> Dataset entries
*** Begin section ***

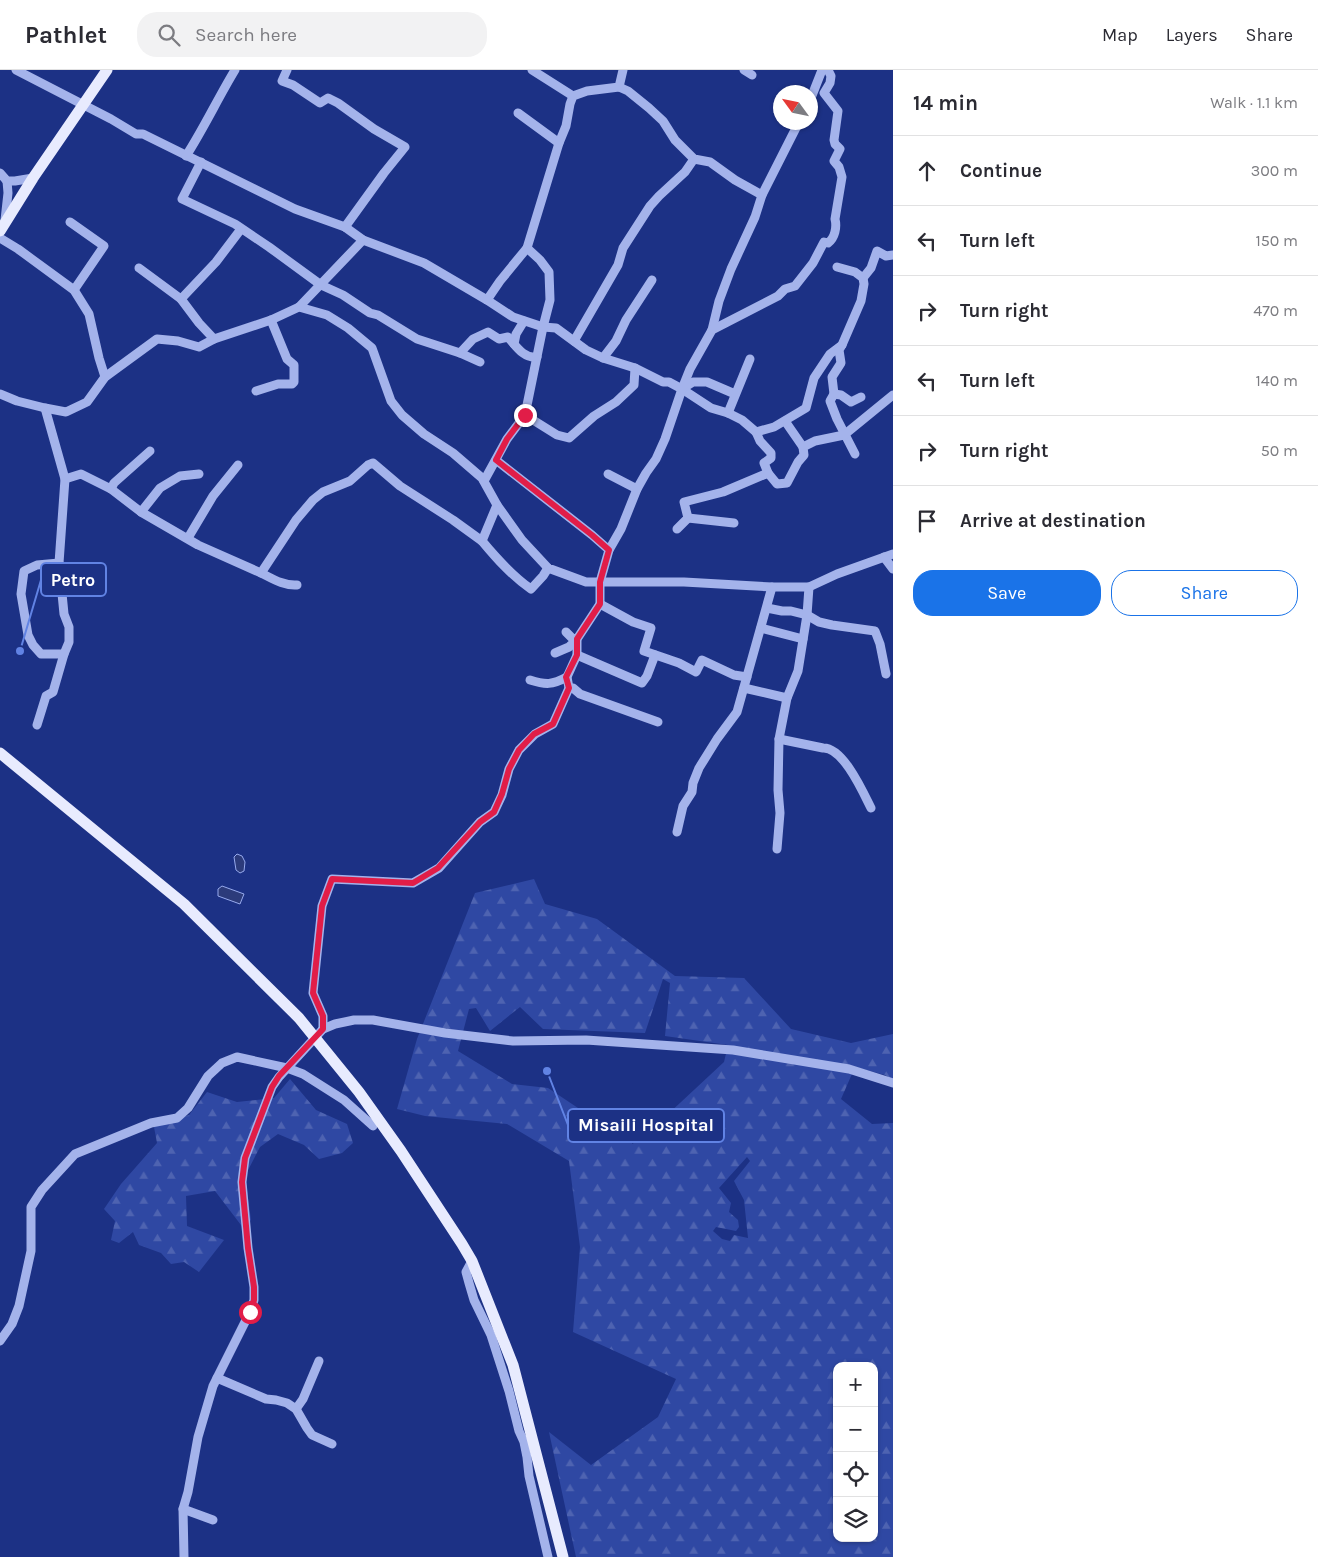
<!DOCTYPE html>
<meta charset="utf-8">
<style>
body{margin:0;font-family:Karla,sans-serif;background:#f2f2f3;color:#2b2b33}
.controls{position:absolute;right:15px;bottom:15px;display:grid;overflow:hidden;border-radius:10px;box-shadow:0 1px 4px #0004}
.controls button{width:45px;height:45px;display:grid;place-items:center;padding:0;border:0;border-bottom:1px solid #e1e1e2;background:#fff;color:#2b2b33;font:25px sans-serif}
.compass{position:absolute;left:773px;top:15px;width:45px;height:45px;border-radius:50%;background:#fff;box-shadow:0 1px 4px #0004;rotate:303deg}
.stop{position:absolute;width:15px;height:15px;margin:-11px;border:4px solid #e11d48;border-radius:50%;background:#fff}
.stop.end{background:#e11d48;border-color:#fff;box-shadow:0 1px 5px #0008}
.list{margin:0;padding:0;list-style:none}
h2{display:flex;justify-content:space-between;align-items:center;height:65px;margin:0;padding:0 20px;font-size:21px}
h2 small{font-size:16px;font-weight:400;color:#7c7c81}
.list li{display:grid;grid-template-columns:32px 1fr auto;gap:15px;align-items:center;box-sizing:border-box;height:70px;padding:0 20px;border-top:1px solid #e1e1e2}
.list b{display:block;font-size:19px;white-space:nowrap}
.list em{font-size:16px;font-style:normal;color:#7c7c81}
.actions{display:flex;gap:10px;padding:15px 20px}
.actions a{flex:1;padding:11px 0;border:1px solid #1a73e8;border-radius:20px;text-align:center;font-size:18px;color:#1a73e8}
.actions .main{background:#1a73e8;color:#fff}
.icon{flex:none;width:28px;height:28px;fill:none;stroke:currentColor;stroke-width:2;stroke-linecap:round;stroke-linejoin:round}
.map{position:relative;flex:none;width:893px;height:1487px;overflow:hidden}
header{display:flex;align-items:center;gap:30px;box-sizing:border-box;height:70px;padding:0 25px;background:#fff;border-bottom:1px solid #e1e1e2}
header strong{font-size:24px}
nav{display:flex;gap:28px;margin-inline-start:auto;font-size:18px}
.search{width:350px;height:45px;background:#f2f2f3;display:flex;align-items:center;gap:12px;box-sizing:border-box;padding:0 18px;border-radius:20px;color:#7c7c81;font-size:19px}
main{display:flex}
aside{flex:1;background:#fff}
.map>svg:first-child{display:block}
.forest{fill:url(#forest-firs);fill-rule:evenodd}
.water{fill:#2c3b7b;stroke:#97aaed}
.lines{fill:none;stroke-linecap:round;stroke-linejoin:round}
.minor{stroke:#a4b3eb;stroke-width:9}
.major{stroke:#e8ebfe;stroke-width:11}
.route{stroke:#e11d48;stroke-width:6}
.leader{fill:none;stroke:#6183e4;stroke-width:2}
.callout-dot{fill:#6183e4;stroke:#1c3185;stroke-width:2}
.callout{fill:#1c3185;stroke:#6183e4;stroke-width:2}
.callout-label{font-size:18px;text-anchor:middle;font-weight:bold;fill:#fff}
</style>
<header>
<strong>Pathlet</strong>
<div class="search"><svg class="icon" aria-label="search" viewBox="0 0 24 24"><circle cx="10" cy="10" r="6"/><path d="M15 15l6 6"/></svg>Search here</div>
<nav><a>Map</a><a>Layers</a><a>Share</a></nav>
</header>
<main>
<div class="map">
<svg width="893" height="1487" viewBox="0 0 893 1487">
<defs>
<pattern id="forest-firs" width="22" height="20" patternUnits="userSpaceOnUse" patternTransform="scale(1.25)"><rect width="22" height="20" fill="#2f48a3"/><path d="M5 1l3.5 6h-7zM16 11l3.5 6h-7z" fill="#4e63b1"/></pattern>
</defs>
<rect width="100%" height="100%" fill="#1c3185"/>
<g class="forest">
<path d="M534 809 545 834 597 849 675 906 744 908 791 959 851 973 893 964V1010L885 1005 855 997 841 1029 872 1054 893 1053V1487H576L549 1362 591 1395 658 1347 676 1309 573 1262 580 1177 569 1091 507 1054 425 1046 397 1039 417 969 475 823ZM663 909 670 913 665 966 728 975 724 992 666 1046 645 1042 633 1074 622 1065 590 1046 548 1018 512 1014 458 981 469 939 476 938 490 961 520 937 543 959 645 963ZM747 1087 750 1091 734 1111 744 1130 748 1168 734 1165 730 1171 722 1169 713 1161 716 1157 736 1161 739 1157 738 1150 729 1142 731 1133 719 1118ZM837 1296H874V1468H837Z"/>
<polygon points="290,1009 316,1040 347,1054 353,1073 342,1083 319,1089 304,1075 278,1064 260,1077 245,1106 251,1150 244,1159 215,1121 186,1126 187,1156 224,1170 199,1202 184,1192 171,1194 161,1183 139,1175 133,1162 119,1173 111,1170 115,1151 104,1139 121,1114 157,1073 154,1057 189,1045 207,1022 237,1032 274,1028"/>
</g>
<g class="water">
<polygon points="237,784 242,786 245,792 244,801 240,803 236,800 234,787"/>
<polygon points="222,816 244,824 240,834 218,826 218,819"/>
</g>
<g class="lines">
<g class="minor">
<polyline points="16,0 111,49 136,64 143,64 295,139 345,157 363,170 424,193 487,230 513,247 543,257 556,258 586,280 603,288 635,298 663,312 669,312 682,319 711,338 728,343 742,350 756,362 774,357 806,338 814,308 830,284 842,275 861,231 864,214 863,208 855,202 837,197"/>
<polyline points="287,0 282,11 293,15 320,33 328,28 338,33 374,59 405,77 384,103 345,157"/>
<polyline points="532,0 573,26"/>
<polyline points="744,0 752,5"/>
<polyline points="619,17 628,21 649,38 663,51 675,70 694,89 710,92 735,110 762,125 755,147 731,199 719,231 712,260"/>
<polyline points="811,28 822,0"/>
<polyline points="518,43 559,73"/>
<path d="M186 86C204 58 218 28 235 0"/>
<polyline points="201,92 182,129 235,154 269,177 321,215 343,225 370,243 378,245 417,269 460,283 480,292"/>
<polyline points="0,103 7,111 15,111 33,108"/>
<polyline points="762,125 799,52"/>
<polyline points="5,150 8,123 7,111"/>
<polyline points="70,152 104,176 74,220"/>
<polyline points="0,168 18,179 74,220 89,244 99,288 105,307"/>
<polyline points="139,198 181,229 199,253 214,269"/>
<polyline points="863,208 871,198 877,181 886,186 893,185"/>
<polyline points="181,229 216,192 241,159"/>
<polyline points="487,230 500,211 527,178"/>
<polyline points="299,237 363,170"/>
<polyline points="574,271 618,195 623,178 650,136 659,126 685,102 694,89"/>
<polyline points="514,274 516,264 524,251"/>
<polyline points="842,275 839,280 841,293 832,307 834,324 841,325 851,332 861,327"/>
<path d="M460 283 473 269 488 262 499 269 508 267C516 276 524 289 537 287"/>
<polyline points="603,288 616,271 626,250 652,210"/>
<polyline points="682,319 693,312 707,312 735,324"/>
<polyline points="256,321 278,314 292,314 294,312 294,295 287,289 271,250"/>
<polyline points="0,324 17,331 45,338 66,342 87,332 105,307 157,269 178,271 199,277 214,269 271,250 299,237 327,245 348,258 372,278 391,331 402,345 424,364 453,383 482,408 497,435 522,470 548,498 586,512 684,512 772,517 809,517 837,504 893,484"/>
<polyline points="834,324 830,331 837,349 855,384"/>
<polyline points="728,343 750,289"/>
<polyline points="525,345 557,365 569,368 594,346 616,332 634,315 635,298"/>
<polyline points="785,351 803,377"/>
<polyline points="756,362 760,371 771,383 771,388 764,393 768,403"/>
<polyline points="496,390 592,465 609,480"/>
<polyline points="608,404 637,419"/>
<polyline points="65,409 81,404 111,419 141,442 198,475 261,503 296,450 313,430 323,422 350,411 368,395 373,393 400,416 453,450 482,471"/>
<polyline points="484,411 507,369 525,345 543,257 550,230 549,202 540,190 527,178 559,73 566,56 570,34 573,26 587,21 619,17 623,0"/>
<polyline points="111,419 114,413 150,381"/>
<path d="M497 435 482 471C497 489 512 506 531 519L543 506 548 498"/>
<polyline points="141,442 160,418 180,406 199,404"/>
<polyline points="688,448 734,453"/>
<polyline points="677,459 688,448 684,432 723,422 768,403 777,414 787,413 798,392 804,385 803,377 815,371 844,365 893,325"/>
<polyline points="188,468 213,426 238,395"/>
<polyline points="884,487 893,499"/>
<polyline points="59,493 37,495 24,501 21,524 28,565 33,575 41,584 64,584"/>
<path d="M261 503C273 509 284 516 297 515"/>
<polyline points="600,534 633,552 651,558 644,581 679,593 696,602 702,590 734,605 747,607"/>
<polyline points="767,538 782,541 791,541 807,545 819,552 832,555 875,561 880,574 886,604"/>
<polyline points="761,558 803,569"/>
<polyline points="555,583 569,577 577,569 572,568 566,562"/>
<polyline points="577,585 642,613 647,606 655,585"/>
<path d="M530 610C546 615 552 615 567 607"/>
<polyline points="569,618 573,618 580,624 658,652"/>
<polyline points="744,618 787,628"/>
<polyline points="37,655 46,626 53,622 64,584 69,572 69,557 64,544 59,493 65,409 45,338"/>
<path d="M779 669 823 678C843 677 863 722 871 738"/>
<polyline points="677,762 683,736 692,722 693,713 699,698 717,669 737,642 772,517"/>
<polyline points="777,779 780,743 778,720 779,669 787,628 798,601 807,545 809,517"/>
<path d="M323 959V946L313 923 322 836 332 809 413 813 439 798 480 752 494 742 502 725 509 699 519 680 535 664 553 654 569 618 567 607 577 585V569L600 534V512L609 480 621 459 637 419 646 403 656 389 665 369 682 319 690 299 712 260 778 226 785 219 795 216 813 193 824 172 828 173C835 168 837 157 835 149L842 107 839 97 834 91 840 79 835 74 834 70 838 41 824 23 830 13 831 6 828 0"/>
<polyline points="472,1191 466,1202 469,1213 474,1230 491,1265 509,1321 519,1361 524,1372 527,1387 529,1406 548,1487"/>
<polyline points="0,1271 12,1254 19,1236 31,1181 31,1137 42,1120 75,1084 151,1053 177,1048 188,1038 208,1006 222,993 237,987 287,998 303,1004 344,1030 373,1056"/>
<polyline points="217,1308 266,1329 276,1330 287,1333 296,1339 307,1358 312,1365 332,1374"/>
<polyline points="296,1339 303,1329 319,1291"/>
<polyline points="183,1439 213,1450"/>
<polyline points="184,1487 183,1439 188,1422 198,1367 213,1316 250,1242 254,1230 254,1217 248,1178 242,1112 245,1088 272,1017 279,1007 323,959 335,954 354,950 373,950 445,963 513,971 586,970 733,980 849,999 893,1013"/>
</g>
<g class="major">
<polyline points="0,161 33,108 107,0"/>
<polyline points="0,683 184,834 299,948 359,1022 401,1081 462,1174 472,1191 513,1295 563,1487"/>
</g>
</g>
<g class="lines">
<polyline class="route" points="250,1242 254,1230 254,1217 248,1178 242,1112 245,1088 272,1017 279,1006 323,959 323,946 313,923 322,836 332,809 413,813 438,798 480,752 494,742 502,724 509,699 519,680 534,664 553,654 569,618 566,607 577,585 577,569 600,534 600,512 609,480 592,465 496,390 507,369 525,345"/>
</g>
<path class="leader" d="M20 581L41 510M547 1001L568 1055"/>
<g class="callout-dot">
<circle cx="20" cy="581" r="5"/>
<circle cx="547" cy="1001" r="5"/>
</g>
<g class="callout">
<rect x="41" y="493" width="65" height="33" rx="5"/>
<rect x="568" y="1039" width="156" height="33" rx="5"/>
</g>
<g class="callout-label">
<text x="73" y="516">Petro</text>
<text x="646" y="1061">Misaili Hospital</text>
</g>
</svg>
<div class="controls">
<button>+</button>
<button>−</button>
<button><svg class="icon" aria-label="locate" viewBox="0 0 24 24"><circle cx="12" cy="12" r="6"/><path d="M12 2v4M12 18v4M2 12h4M18 12h4"/></svg></button>
<button><svg class="icon" aria-label="layers" viewBox="0 0 24 24"><path d="M12 4l9 5-9 5-9-5zM3 14l9 5 9-5"/></svg></button>
</div>
<svg class="compass" viewBox="-18 -18 36 36"><path d="M0-13l5 13h-10z" fill="#e53935"/><path d="M0 13l5-13h-10z" fill="#7c7c81"/></svg>
<div class="stop" style="left:250px;top:1242px"></div>
<div class="stop end" style="left:525px;top:345px"></div>
</div>
<aside>
<h2>14 min<small>Walk · 1.1 km</small></h2>
<ul class="list">
<li><svg class="icon" aria-label="ahead" viewBox="0 0 24 24"><path d="M12 20V5M6 11l6-6 6 6"/></svg><div><b>Continue</b></div><em>300 m</em></li>
<li><svg class="icon" aria-label="left" viewBox="0 0 24 24"><path d="M17 20v-9H6M10 6l-5 5 5 5"/></svg><div><b>Turn left</b></div><em>150 m</em></li>
<li><svg class="icon" aria-label="right" viewBox="0 0 24 24"><path d="M7 20v-9h11M14 6l5 5-5 5"/></svg><div><b>Turn right</b></div><em>470 m</em></li>
<li><svg class="icon" aria-label="left" viewBox="0 0 24 24"><path d="M17 20v-9H6M10 6l-5 5 5 5"/></svg><div><b>Turn left</b></div><em>140 m</em></li>
<li><svg class="icon" aria-label="right" viewBox="0 0 24 24"><path d="M7 20v-9h11M14 6l5 5-5 5"/></svg><div><b>Turn right</b></div><em>50 m</em></li>
<li><svg class="icon" aria-label="arrive" viewBox="0 0 24 24"><path d="M6 21V4h12l-3 4 3 4H6"/></svg><div><b>Arrive at destination</b></div></li>
</ul>
<div class="actions"><a class="main">Save</a><a>Share</a></div>
</aside>
</main>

*** End section ***

> PROMPT
With the data above as the source, tally the lines that include the string "hidden", and give that figure alone.

> YOUR SOLUTION
2